Discussion in 'Credit Talk' started by desertrat, Aug 17, 2007.

  1. desertrat

    desertrat Well-Known Member

    I've talked with several law firms about filing a suit for FDCPA and FCRA violations against a CRA, but every one of them want to see documentation showing the status of the original debt.

    If you send a dipute and validation request and they ignore it, then proceed to send bills, ignore a second D+V request, send more bills, start posting to the credit bureus, ignore a cease+desist demand letter, and CONTINUE to post to the credit bureaus, what do any of those violations have to do with the status of the original debt?

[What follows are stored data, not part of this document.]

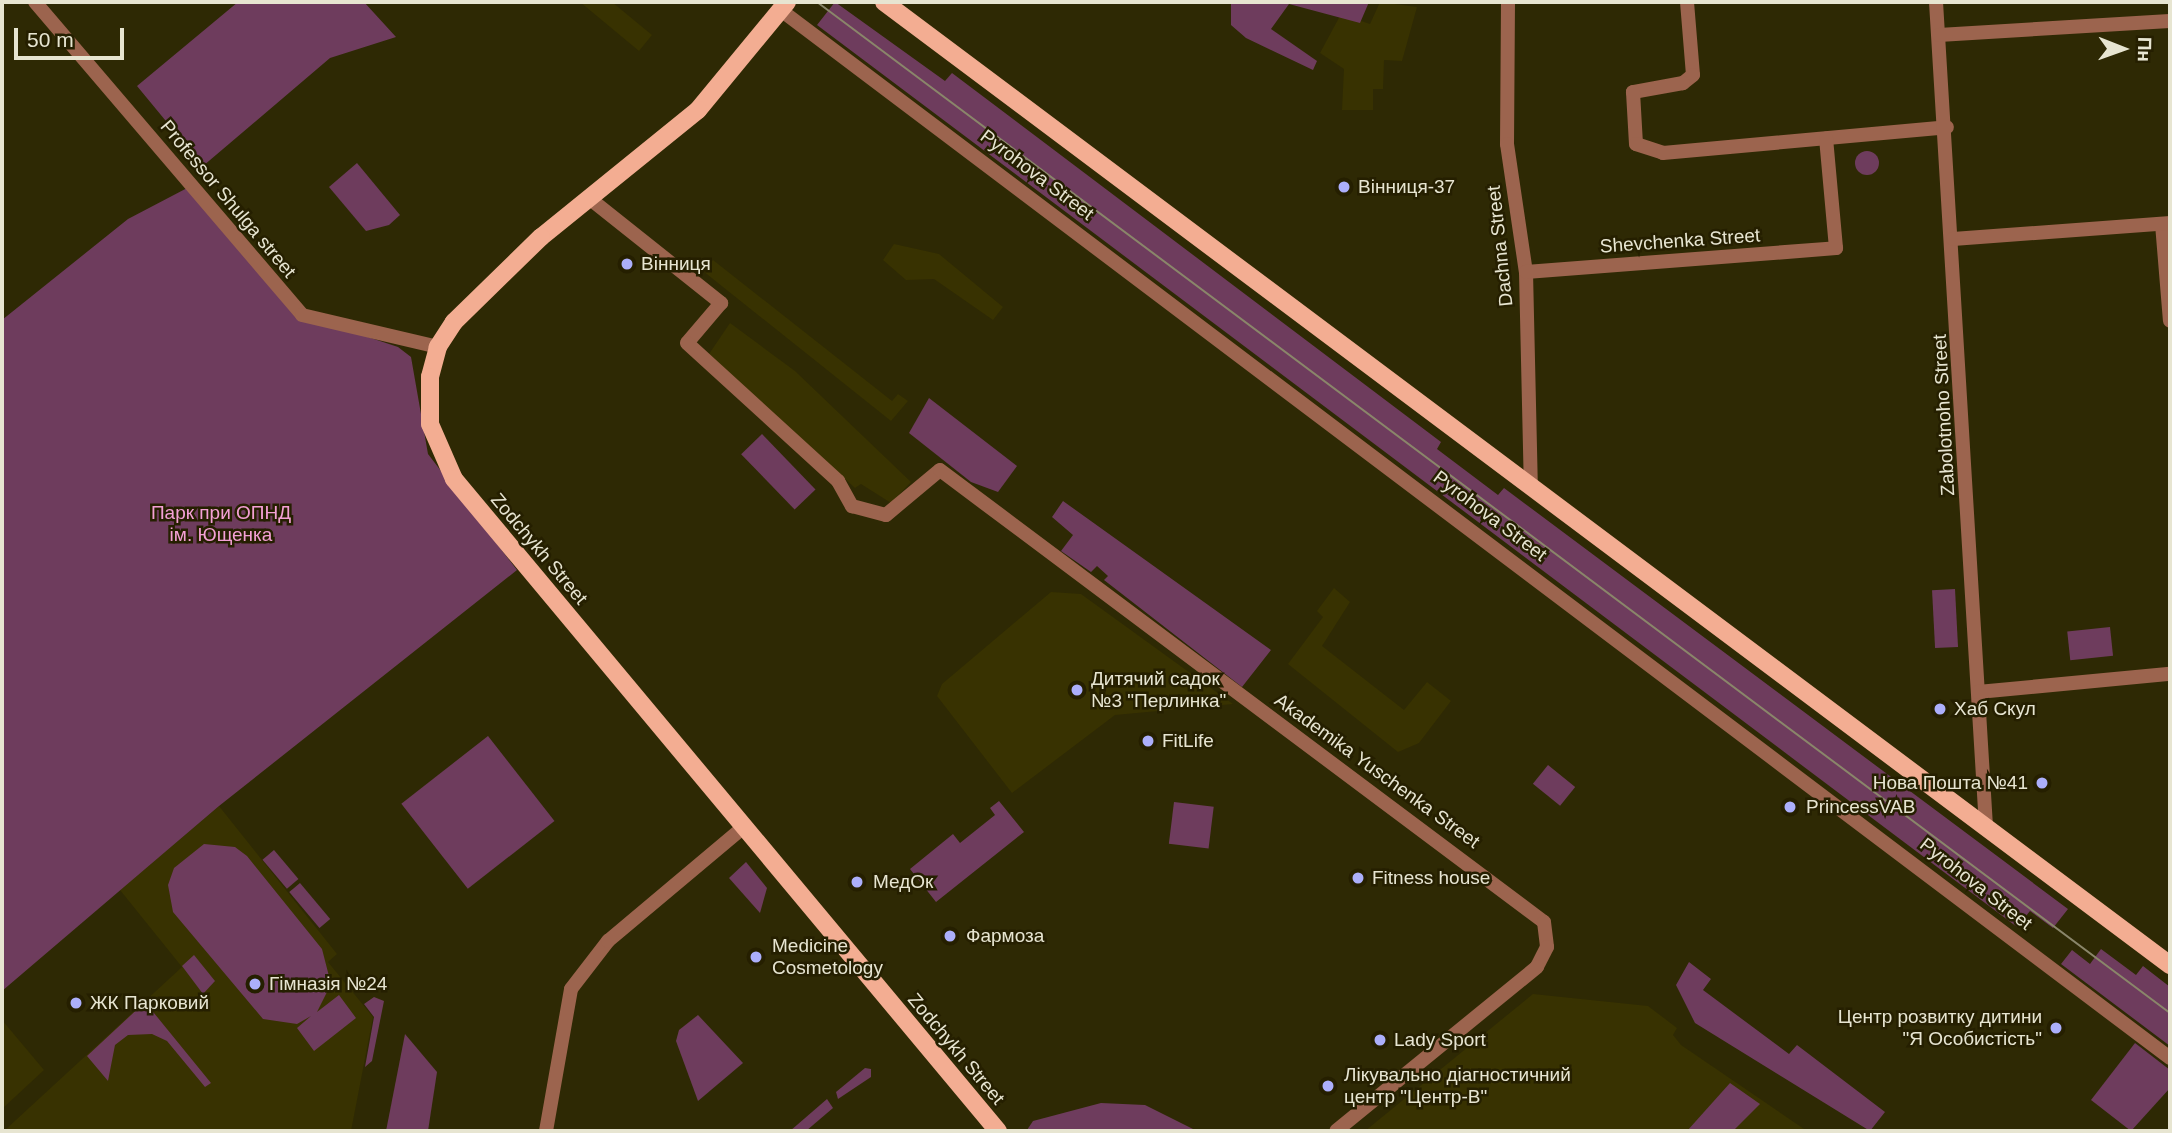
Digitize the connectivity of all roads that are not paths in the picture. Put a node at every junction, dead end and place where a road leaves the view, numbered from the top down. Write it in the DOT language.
graph roads {
  1 [pos="35,2"];
  2 [pos="884,2"];
  3 [pos="1508,2"];
  4 [pos="1687,2"];
  5 [pos="1936,2"];
  6 [pos="785,7"];
  7 [pos="2170,21"];
  8 [pos="1939,35"];
  9 [pos="1947,127"];
  10 [pos="1826,138"];
  11 [pos="589,198"];
  12 [pos="2166,224"];
  13 [pos="1953,239"];
  14 [pos="1526,272"];
  15 [pos="2170,321"];
  16 [pos="438,346"];
  17 [pos="1531,485"];
  18 [pos="2170,674"];
  19 [pos="1978,692"];
  20 [pos="744,827"];
  21 [pos="1986,827"];
  22 [pos="2170,965"];
  23 [pos="2170,1058"];
  24 [pos="546,1131"];
  25 [pos="998,1131"];
  26 [pos="1336,1131"];
  1 -- 16 [label="street, Professor Shulga street"];
  2 -- 17 [label="main road"];
  3 -- 14 [label="street, Dachna Street"];
  4 -- 10 [label="street"];
  5 -- 8 [label="street, Zabolotnoho Street"];
  6 -- 11 [label="main road"];
  6 -- 23 [label="street, Pyrohova Street"];
  7 -- 8 [label="street"];
  8 -- 9 [label="street, Zabolotnoho Street"];
  9 -- 10 [label="street"];
  9 -- 13 [label="street, Zabolotnoho Street"];
  10 -- 14 [label="street, Shevchenka Street"];
  11 -- 16 [label="main road"];
  11 -- 26 [label="street, Akademika Yuschenka Street"];
  12 -- 13 [label="street"];
  12 -- 15 [label="street"];
  13 -- 19 [label="street, Zabolotnoho Street"];
  14 -- 17 [label="street, Dachna Street"];
  16 -- 20 [label="main road, Zodchykh Street"];
  17 -- 21 [label="main road"];
  18 -- 19 [label="street"];
  19 -- 21 [label="street, Zabolotnoho Street"];
  20 -- 24 [label="street"];
  20 -- 25 [label="main road, Zodchykh Street"];
  21 -- 22 [label="main road"];
}
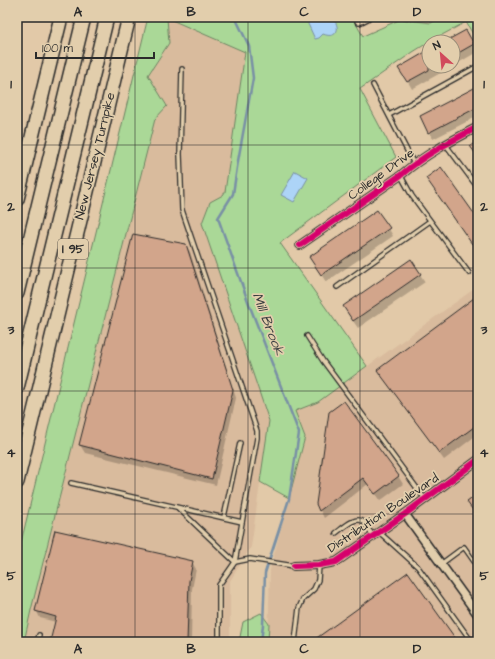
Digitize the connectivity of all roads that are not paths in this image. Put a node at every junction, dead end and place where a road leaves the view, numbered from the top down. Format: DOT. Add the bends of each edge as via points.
graph roads {
  1 [pos="61,17"];
  2 [pos="84,17"];
  3 [pos="106,17"];
  4 [pos="129,17"];
  5 [pos="367,17"];
  6 [pos="359,21"];
  7 [pos="478,66"];
  8 [pos="182,69"];
  9 [pos="373,85"];
  10 [pos="389,115"];
  11 [pos="478,127"];
  12 [pos="446,144"];
  13 [pos="414,164"];
  14 [pos="400,175"];
  15 [pos="478,188"];
  16 [pos="17,199"];
  17 [pos="430,221"];
  18 [pos="300,245"];
  19 [pos="469,273"];
  20 [pos="337,287"];
  21 [pos="17,293"];
  22 [pos="307,336"];
  23 [pos="17,388"];
  24 [pos="240,443"];
  25 [pos="478,460"];
  26 [pos="17,482"];
  27 [pos="71,483"];
  28 [pos="425,499"];
  29 [pos="177,507"];
  30 [pos="405,514"];
  31 [pos="224,517"];
  32 [pos="242,522"];
  33 [pos="336,533"];
  34 [pos="376,534"];
  35 [pos="236,562"];
  36 [pos="441,564"];
  37 [pos="319,565"];
  38 [pos="294,566"];
  39 [pos="478,567"];
  40 [pos="478,600"];
  41 [pos="471,605"];
  42 [pos="478,615"];
  43 [pos="39,635"];
  44 [pos="37,642"];
  45 [pos="219,642"];
  46 [pos="296,642"];
  47 [pos="472,642"];
  1 -- 16 [label="highway"];
  2 -- 21 [label="highway"];
  3 -- 23 [label="highway, New Jersey Turnpike / I 95"];
  4 -- 26 [label="highway, New Jersey Turnpike / I 95"];
  5 -- 6 [label="street"];
  7 -- 10 [label="lane"];
  8 -- 32 [label="lane" via="182,210 257,431"];
  9 -- 10 [label="lane"];
  10 -- 13 [label="lane"];
  11 -- 12 [label="street, College Drive"];
  12 -- 13 [label="street, College Drive"];
  12 -- 15 [label="lane"];
  13 -- 14 [label="street, College Drive"];
  14 -- 17 [label="lane"];
  14 -- 18 [label="street, College Drive"];
  17 -- 19 [label="lane"];
  17 -- 20 [label="lane"];
  22 -- 28 [label="lane"];
  24 -- 31 [label="lane"];
  25 -- 28 [label="street, Distribution Boulevard"];
  27 -- 29 [label="lane"];
  28 -- 30 [label="street, Distribution Boulevard"];
  29 -- 31 [label="lane"];
  29 -- 35 [label="lane"];
  30 -- 34 [label="street, Distribution Boulevard"];
  30 -- 36 [label="street"];
  31 -- 32 [label="lane"];
  32 -- 35 [label="lane"];
  33 -- 34 [label="lane" via="353,521 359,520"];
  34 -- 37 [label="street, Distribution Boulevard" via="336,562"];
  34 -- 47 [label="lane" via="418,568"];
  35 -- 38 [label="lane" via="250,559"];
  35 -- 45 [label="lane" via="219,585"];
  36 -- 39 [label="lane" via="464,547"];
  36 -- 41 [label="street"];
  37 -- 38 [label="street, Distribution Boulevard"];
  37 -- 46 [label="lane" via="318,580 314,589 303,599 299,608"];
  40 -- 41 [label="lane"];
  41 -- 42 [label="street"];
  43 -- 44 [label="lane"];
}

    You don't have to have a gun license to get charged with discharging a firearm; you don't need a driver's license to get booked for DUI or wreckless driving; why would it matter if a debt is valid or not, or satisfied or not, for a CA to violate FDCPA + FCRA? ESPECIALLY if it's NOT a VALID debt!
     
  2. cap1sucks

    cap1sucks Well-Known Member

    You can't file an FDCPA lawsuit against a CRA or was that just a slip of the keyboard or the brain? Or were you talking about CA and not a CRA in the first plaice? Seems most likely you just erred in typing CRA in the first place. An understandable error but that could cause your readers some confusion as it did me.
    I fail to see where the two are connected in any way other than one arose as a result of the other. The fact of owing the debt is irrelevant to the fact of their violations. That's why filing counterclaim based on FDCPA or FCRA or other violations against a debt collector's demand for summary judgment usually falls on deaf ears. It is also why the debt collector claiming that the plaintiff legally or lawfully owes the debt as a defense against a federal complaint of violations of federal law also falls on deaf ears.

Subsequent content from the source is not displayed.